12 Einschränken von Agent-Prüfungen

Übersicht

Sie können steuern, welche Datenpunkt-Schlüssel der Zabbix Agent oder Agent 2 beim Ausführen von Datenpunkt-Prüfungen, Remote-Befehlen oder Skripten verwenden darf oder nicht verwenden darf.

Verwenden Sie dazu diese Parameter der Agent-Konfiguration, um Allow/Deny-Regeln zu definieren:

  • AllowKey=<pattern>
  • DenyKey=<pattern>
  • AllowKeyRegexp=<pattern>
  • DenyKeyRegexp=<pattern>

Das <pattern> muss einen einzelnen Datenpunkt-Schlüssel enthalten.
Für AllowKey und DenyKey unterstützt das <pattern> Platzhalter (*). Der Platzhalter stimmt an seiner Position mit beliebig vielen beliebigen Zeichen überein und kann verwendet werden, um Datenpunkt-Schlüssel oder Parameter abzugleichen (z. B. vfs.file.*[*]).
Für AllowKeyRegexp und DenyKeyRegexp unterstützt das <pattern> reguläre Ausdrücke. Das Muster des regulären Ausdrucks kann verwendet werden, um Datenpunkt-Schlüssel und deren Parameterzeichenfolgen abzugleichen. Siehe auch Beispiele für korrektes Escaping.
Bitte beachten Sie, dass Zabbix Agent und Zabbix Agent 2 möglicherweise unterschiedliche Syntax für reguläre Ausdrücke unterstützen.

Zur Verbesserung der Sicherheit wird empfohlen, für AllowKey und DenyKey exakte Datenpunkt-Schlüssel anstelle von Platzhaltern zu verwenden. Außerdem wird empfohlen, für AllowKeyRegexp und DenyKeyRegexp möglichst spezifische Muster für reguläre Ausdrücke zu verwenden. Weitere Informationen finden Sie unter Allow/Deny-Regeln absichern.

Im Gegensatz zu anderen Agent-Konfigurationsparametern können Sie eine unbegrenzte Anzahl von AllowKey, DenyKey, AllowKeyRegexp oder DenyKeyRegexp-Parametern angeben.

Wichtige Hinweise

  • Alle system.run-Datenpunkte sind standardmäßig deaktiviert (auch wenn DenyKey und DenyKeyRegexp leer sind), so als wäre DenyKey=system.run[*] oder DenyKeyRegexp=^system\.run\[.*\]$ als letzte Regel gesetzt. Dadurch können Sie bestimmte system.run-Datenpunkte zulassen, ohne andere system.run-Datenpunkte ausdrücklich zu verweigern.

  • Verwenden Sie nach Möglichkeit AllowKey/AllowKeyRegexp, um nur die erforderlichen Datenpunkte zuzulassen und alles andere zu verweigern.

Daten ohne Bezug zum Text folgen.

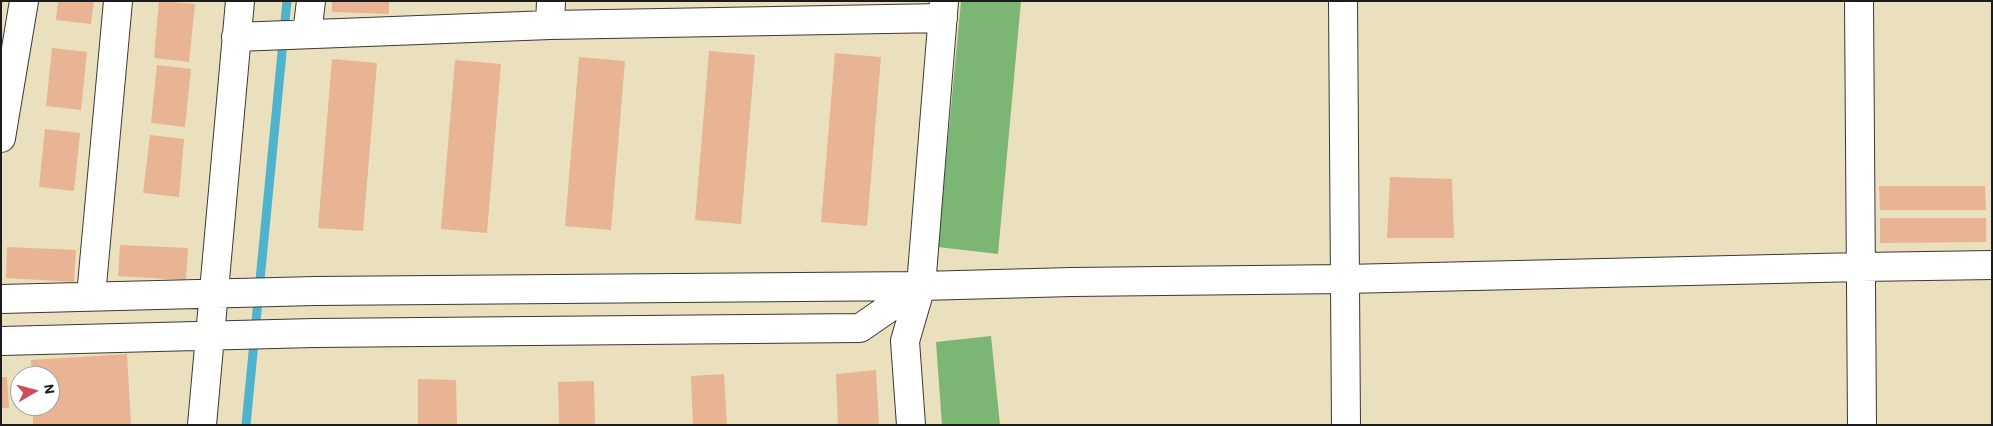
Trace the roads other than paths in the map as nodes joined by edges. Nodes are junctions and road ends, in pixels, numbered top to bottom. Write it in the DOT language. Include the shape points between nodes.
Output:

Einige Schlüssel können missbraucht werden, um über Path Traversal unbeabsichtigte Dateien zu lesen (z. B. vfs.file.contents["../../../../etc/passwd"]), und neue Zabbix-Agent-Versionen können Schlüssel einführen, die nicht durch Ihre DenyKey/DenyKeyRegexp-Regeln abgedeckt sind.

  • Die Konfiguration von AllowKey, DenyKey, AllowKeyRegexp und DenyKeyRegexp wirkt sich nicht auf die Agent-Parameter HostnameItem, HostMetadataItem oder HostInterfaceItem aus.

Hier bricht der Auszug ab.